Every day some fresh news from the seat of war came flowing in—beginning with the capture of the armoured train at Kraaipan, historical as the first overt act of hostility, the investment of Kimberley and Mafeking, the reverse at Elandslaagte, and the death of the British general, and, later on, the arrival of a good many British prisoners. And over and above authenticated news, of course wild rumour was busy, magnifying this or that skirmish into a Boer victory, diminishing losses, and playing general skittles with most of the facts of the particular event reported, as is invariably the case on either side of the contested field. But what struck Colvin Kershaw after the first week of excitement was the calm, matter-of-fact way in which it was received by the crowd at large. News which would have thrown Cape Town or Durban into a perfect delirium, was treated in Pretoria as so much matter of course, and only to be expected.

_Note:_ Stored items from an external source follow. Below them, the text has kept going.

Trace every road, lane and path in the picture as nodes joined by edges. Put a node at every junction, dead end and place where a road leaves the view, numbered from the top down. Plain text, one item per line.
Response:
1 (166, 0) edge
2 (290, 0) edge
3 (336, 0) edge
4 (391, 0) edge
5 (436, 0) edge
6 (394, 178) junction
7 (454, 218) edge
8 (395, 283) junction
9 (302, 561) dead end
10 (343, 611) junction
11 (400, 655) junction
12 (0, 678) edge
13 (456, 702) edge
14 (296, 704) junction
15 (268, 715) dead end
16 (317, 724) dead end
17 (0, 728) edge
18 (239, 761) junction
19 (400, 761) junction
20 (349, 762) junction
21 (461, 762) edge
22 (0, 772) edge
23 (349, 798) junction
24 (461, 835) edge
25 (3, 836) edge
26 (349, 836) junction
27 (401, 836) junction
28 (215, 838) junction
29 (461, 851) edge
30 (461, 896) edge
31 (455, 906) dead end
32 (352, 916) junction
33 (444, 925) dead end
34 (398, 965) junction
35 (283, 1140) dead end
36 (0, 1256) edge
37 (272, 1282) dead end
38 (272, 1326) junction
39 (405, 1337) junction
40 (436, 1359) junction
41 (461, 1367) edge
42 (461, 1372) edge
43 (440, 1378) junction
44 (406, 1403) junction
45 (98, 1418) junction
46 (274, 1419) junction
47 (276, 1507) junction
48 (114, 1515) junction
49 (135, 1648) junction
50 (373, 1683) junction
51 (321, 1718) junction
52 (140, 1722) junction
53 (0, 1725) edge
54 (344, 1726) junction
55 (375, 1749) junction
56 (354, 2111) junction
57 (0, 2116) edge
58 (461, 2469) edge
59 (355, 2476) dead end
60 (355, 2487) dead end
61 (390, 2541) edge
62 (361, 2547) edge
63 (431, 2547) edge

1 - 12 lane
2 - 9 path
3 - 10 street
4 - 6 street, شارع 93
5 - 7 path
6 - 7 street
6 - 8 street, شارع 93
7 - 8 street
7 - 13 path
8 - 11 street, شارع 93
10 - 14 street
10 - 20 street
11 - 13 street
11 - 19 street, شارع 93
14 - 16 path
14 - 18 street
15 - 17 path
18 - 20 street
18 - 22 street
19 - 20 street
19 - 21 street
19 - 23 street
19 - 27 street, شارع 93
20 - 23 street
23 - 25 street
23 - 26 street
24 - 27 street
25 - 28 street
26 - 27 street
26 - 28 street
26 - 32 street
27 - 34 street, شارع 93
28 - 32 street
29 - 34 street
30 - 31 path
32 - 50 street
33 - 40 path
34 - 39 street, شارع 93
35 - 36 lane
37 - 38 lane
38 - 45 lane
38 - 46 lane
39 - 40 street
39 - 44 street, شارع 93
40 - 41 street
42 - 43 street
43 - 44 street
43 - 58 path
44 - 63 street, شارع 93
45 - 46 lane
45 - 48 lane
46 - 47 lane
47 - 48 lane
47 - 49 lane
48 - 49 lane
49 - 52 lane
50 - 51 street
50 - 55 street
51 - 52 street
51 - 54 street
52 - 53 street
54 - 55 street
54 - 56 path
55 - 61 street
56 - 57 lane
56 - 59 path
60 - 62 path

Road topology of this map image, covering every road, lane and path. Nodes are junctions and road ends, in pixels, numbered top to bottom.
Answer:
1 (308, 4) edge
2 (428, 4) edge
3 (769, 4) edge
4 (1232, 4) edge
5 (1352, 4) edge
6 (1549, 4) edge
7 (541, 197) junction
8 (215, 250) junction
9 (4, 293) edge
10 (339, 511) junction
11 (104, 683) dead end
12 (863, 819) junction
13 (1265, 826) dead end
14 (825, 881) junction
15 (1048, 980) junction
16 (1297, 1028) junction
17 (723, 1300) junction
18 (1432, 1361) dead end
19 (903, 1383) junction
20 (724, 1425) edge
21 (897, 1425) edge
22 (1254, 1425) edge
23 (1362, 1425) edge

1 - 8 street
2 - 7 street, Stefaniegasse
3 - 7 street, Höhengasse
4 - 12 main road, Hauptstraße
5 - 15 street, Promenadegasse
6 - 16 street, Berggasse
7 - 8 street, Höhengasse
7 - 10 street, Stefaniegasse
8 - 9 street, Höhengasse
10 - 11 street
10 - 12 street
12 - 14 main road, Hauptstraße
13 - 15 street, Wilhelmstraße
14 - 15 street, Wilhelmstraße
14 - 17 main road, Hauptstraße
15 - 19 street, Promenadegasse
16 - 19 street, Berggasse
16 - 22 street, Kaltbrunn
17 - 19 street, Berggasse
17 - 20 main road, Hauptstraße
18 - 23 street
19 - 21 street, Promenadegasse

Day after day, he would watch the muster of burghers or the entraining of the guns, great and small, of the Staats Artillerie, and here again the sober, almost phlegmatic demeanour of the combatants was remarkable. Rough, weather-beaten, somewhat melancholy-looking men were these mounted burghers—many of them large and powerful of stature. They bestrode wiry, undersized nags—which bore besides their riders the frugal ration of biltong and biscuit, with which the Boer can get along for days. Slung round with well-filled bandolier, rifle on thigh, and mostly wearing weather-worn broad-brimmed hats—though some of the older ones were crowned with the white chimney-pot—they would muster in front of the Dutch Reformed church, and pace forth, singing perhaps a Dutch hymn or a snatch of the “Volkslied”—most of them smoking their pipes, tranquil, phlegmatic, as though they were all going home again. The hooraying and handshaking and handkerchief-waving and flag-wagging which would have accompanied a British combatant force under like circumstances, would be conspicuous by its absence.
While watching such a muster, a man, who was standing among the spectators, turned at her voice and, lifting his hat, shook hands with Aletta. He was a tall gentlemanly-looking man, with a fair beard and moustache worn after the Vandyke cut, and was a Hollander with a Portuguese name. He, too, had been a high Government official.
“I haven’t seen you for a long time, Dr Da Costa,” said Aletta. “I thought you had gone to the front.”
“No. I am going very soon, though.” Then, following the direction of his glance, she introduced him to Colvin.